With AI, there is a strong incentive for the employee to churn out the report quickly and take Friday off, since no one is going to read it anyway. Maybe they still skim the report and make sure it looks reasonable, but they don't catch the smaller details that are wrong, and more importantly, they don't think deeply or critically about the issue at hand since the report looks reasonable at a glance.
"Show me the incentive, and I'll show you the outcome" - Charlie Munger
My guess is that reporting processes will change and adapt once everyone realizes how useless the old system is in an AI world. A long report used to signal "we thought about this, so rest easy". Now, a long report doesn't signal that. It no longer serves the function it once did.

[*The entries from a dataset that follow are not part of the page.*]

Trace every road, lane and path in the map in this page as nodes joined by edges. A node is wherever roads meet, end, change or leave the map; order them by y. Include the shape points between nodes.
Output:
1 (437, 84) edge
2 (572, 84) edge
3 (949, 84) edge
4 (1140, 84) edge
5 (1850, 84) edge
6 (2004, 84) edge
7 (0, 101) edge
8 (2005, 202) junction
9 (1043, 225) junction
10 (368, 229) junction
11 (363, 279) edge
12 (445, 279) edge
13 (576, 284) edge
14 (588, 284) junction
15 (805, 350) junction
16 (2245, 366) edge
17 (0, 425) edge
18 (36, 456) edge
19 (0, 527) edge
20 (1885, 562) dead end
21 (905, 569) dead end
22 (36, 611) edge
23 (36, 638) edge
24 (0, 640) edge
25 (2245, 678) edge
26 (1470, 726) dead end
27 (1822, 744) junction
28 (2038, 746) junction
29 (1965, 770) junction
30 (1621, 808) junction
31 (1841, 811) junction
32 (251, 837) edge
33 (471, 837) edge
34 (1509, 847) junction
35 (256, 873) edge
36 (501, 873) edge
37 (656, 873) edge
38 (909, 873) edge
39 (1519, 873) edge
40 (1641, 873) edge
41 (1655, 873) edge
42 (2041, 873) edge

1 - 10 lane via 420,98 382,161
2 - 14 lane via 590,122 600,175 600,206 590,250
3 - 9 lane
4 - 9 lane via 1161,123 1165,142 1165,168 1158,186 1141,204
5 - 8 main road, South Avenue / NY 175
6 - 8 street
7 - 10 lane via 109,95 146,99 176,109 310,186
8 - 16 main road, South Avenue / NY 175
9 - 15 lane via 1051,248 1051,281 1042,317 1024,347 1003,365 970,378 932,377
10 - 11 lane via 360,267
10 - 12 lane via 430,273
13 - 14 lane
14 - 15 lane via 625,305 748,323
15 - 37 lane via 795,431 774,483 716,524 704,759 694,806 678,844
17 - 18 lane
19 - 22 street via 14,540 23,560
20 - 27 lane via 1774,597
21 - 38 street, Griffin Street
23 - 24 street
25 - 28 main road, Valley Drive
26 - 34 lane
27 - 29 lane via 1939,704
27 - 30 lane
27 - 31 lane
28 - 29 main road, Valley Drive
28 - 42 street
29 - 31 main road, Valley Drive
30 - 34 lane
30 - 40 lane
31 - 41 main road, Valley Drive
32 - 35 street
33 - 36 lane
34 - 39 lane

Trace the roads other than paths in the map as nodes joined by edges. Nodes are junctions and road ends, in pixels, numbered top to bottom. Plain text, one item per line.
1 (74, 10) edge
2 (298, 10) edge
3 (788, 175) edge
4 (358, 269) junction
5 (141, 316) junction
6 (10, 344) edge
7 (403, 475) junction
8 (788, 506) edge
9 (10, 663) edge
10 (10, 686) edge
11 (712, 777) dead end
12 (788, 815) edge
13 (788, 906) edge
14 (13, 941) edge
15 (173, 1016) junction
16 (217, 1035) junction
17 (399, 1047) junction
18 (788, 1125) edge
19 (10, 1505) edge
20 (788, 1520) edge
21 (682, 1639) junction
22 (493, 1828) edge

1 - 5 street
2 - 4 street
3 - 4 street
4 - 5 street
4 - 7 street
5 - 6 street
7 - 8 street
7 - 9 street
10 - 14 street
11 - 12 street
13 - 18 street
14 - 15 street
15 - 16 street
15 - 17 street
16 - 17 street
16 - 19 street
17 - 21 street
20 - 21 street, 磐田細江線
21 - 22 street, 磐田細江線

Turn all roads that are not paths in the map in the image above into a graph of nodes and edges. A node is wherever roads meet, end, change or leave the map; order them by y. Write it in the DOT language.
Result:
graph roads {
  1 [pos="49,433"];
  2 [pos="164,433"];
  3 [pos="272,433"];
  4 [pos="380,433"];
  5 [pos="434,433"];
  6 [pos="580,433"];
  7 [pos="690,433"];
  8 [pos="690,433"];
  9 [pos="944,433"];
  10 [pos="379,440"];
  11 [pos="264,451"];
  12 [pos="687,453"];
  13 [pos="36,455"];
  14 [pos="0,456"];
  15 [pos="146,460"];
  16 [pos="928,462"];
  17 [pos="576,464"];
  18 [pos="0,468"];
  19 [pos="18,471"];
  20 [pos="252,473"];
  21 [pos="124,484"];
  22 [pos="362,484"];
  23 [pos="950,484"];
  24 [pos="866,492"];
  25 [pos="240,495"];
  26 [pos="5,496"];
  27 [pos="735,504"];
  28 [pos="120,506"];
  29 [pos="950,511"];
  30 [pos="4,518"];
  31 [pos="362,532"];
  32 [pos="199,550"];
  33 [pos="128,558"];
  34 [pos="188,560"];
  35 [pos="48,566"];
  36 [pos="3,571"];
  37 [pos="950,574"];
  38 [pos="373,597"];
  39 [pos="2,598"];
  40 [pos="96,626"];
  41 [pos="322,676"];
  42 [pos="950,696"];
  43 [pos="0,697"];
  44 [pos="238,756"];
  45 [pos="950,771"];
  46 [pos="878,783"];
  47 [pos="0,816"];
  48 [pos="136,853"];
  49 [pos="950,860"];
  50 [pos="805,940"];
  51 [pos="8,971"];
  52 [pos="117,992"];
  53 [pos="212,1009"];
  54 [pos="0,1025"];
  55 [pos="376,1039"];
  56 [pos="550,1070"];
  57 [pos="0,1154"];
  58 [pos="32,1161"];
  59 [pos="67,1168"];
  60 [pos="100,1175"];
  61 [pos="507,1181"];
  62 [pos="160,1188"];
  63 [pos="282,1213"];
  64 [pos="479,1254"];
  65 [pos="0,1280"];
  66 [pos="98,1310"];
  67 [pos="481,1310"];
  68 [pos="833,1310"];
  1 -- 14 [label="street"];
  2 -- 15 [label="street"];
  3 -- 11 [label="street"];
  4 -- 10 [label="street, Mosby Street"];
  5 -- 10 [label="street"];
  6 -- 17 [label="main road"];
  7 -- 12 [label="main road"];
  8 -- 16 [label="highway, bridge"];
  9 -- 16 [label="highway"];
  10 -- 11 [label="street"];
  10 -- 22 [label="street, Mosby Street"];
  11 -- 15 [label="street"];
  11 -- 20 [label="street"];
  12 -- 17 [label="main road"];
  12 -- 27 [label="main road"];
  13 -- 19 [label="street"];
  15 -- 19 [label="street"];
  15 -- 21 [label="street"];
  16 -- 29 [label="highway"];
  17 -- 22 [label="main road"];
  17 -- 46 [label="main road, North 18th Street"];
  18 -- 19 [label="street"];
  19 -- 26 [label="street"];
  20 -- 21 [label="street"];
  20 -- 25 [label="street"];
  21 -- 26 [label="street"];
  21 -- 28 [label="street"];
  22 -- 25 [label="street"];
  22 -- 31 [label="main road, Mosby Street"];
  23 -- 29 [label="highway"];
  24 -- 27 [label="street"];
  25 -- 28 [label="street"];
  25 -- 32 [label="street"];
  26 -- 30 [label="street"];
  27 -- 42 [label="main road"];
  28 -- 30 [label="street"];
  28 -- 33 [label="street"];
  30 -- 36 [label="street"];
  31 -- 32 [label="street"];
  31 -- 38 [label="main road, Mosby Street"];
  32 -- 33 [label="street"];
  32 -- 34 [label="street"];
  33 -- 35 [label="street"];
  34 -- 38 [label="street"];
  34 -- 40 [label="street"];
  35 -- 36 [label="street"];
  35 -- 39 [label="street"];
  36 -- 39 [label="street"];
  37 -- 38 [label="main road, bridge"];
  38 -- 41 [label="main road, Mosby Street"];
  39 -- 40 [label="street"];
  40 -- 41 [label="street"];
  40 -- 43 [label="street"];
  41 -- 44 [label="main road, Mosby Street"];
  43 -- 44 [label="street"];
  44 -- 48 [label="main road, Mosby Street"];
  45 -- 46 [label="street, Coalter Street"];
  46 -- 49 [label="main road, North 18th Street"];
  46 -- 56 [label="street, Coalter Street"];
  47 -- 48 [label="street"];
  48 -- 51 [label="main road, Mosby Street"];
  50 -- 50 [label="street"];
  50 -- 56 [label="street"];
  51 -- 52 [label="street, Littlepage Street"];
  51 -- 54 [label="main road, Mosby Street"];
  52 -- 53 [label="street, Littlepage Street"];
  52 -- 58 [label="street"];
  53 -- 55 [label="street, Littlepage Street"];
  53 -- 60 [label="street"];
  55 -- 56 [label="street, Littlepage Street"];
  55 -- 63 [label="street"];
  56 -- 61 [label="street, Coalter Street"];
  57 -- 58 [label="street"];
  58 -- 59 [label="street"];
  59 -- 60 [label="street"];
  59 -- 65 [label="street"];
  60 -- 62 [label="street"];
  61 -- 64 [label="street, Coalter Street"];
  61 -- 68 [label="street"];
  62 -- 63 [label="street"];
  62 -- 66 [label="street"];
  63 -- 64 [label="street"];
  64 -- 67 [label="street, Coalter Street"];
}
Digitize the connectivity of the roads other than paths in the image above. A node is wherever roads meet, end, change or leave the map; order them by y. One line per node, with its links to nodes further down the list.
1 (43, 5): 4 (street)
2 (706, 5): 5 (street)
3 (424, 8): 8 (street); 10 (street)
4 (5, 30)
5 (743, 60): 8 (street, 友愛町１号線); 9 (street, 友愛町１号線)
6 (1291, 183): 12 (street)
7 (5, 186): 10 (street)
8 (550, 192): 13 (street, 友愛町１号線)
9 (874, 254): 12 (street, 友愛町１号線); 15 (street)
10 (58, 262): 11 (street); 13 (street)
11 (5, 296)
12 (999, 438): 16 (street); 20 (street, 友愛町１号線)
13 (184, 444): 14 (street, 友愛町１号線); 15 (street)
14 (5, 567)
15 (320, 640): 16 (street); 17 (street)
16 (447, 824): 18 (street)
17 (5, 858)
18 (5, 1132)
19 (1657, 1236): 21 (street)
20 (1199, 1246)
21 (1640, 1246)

The scary part isn't that the AI hallucinated - it's that the policy went through without anyone fact-checking the source. Makes you wonder how many other decisions are being made based on unverified AI outputs.
Critical reminder: AI is a tool, not a replacement for due diligence.
Malice or agenda can be real. With AI it is incompetence but before AI real malice was a possibility.
Yes.
> With AI it is incompetence
or malice, or agenda. For example, in the linked article the West Midlands Police had an agenda to find evidence to support a ban, they asked an AI to find evidence to support a ban, and the AI obliged and "found' evidence to support a ban.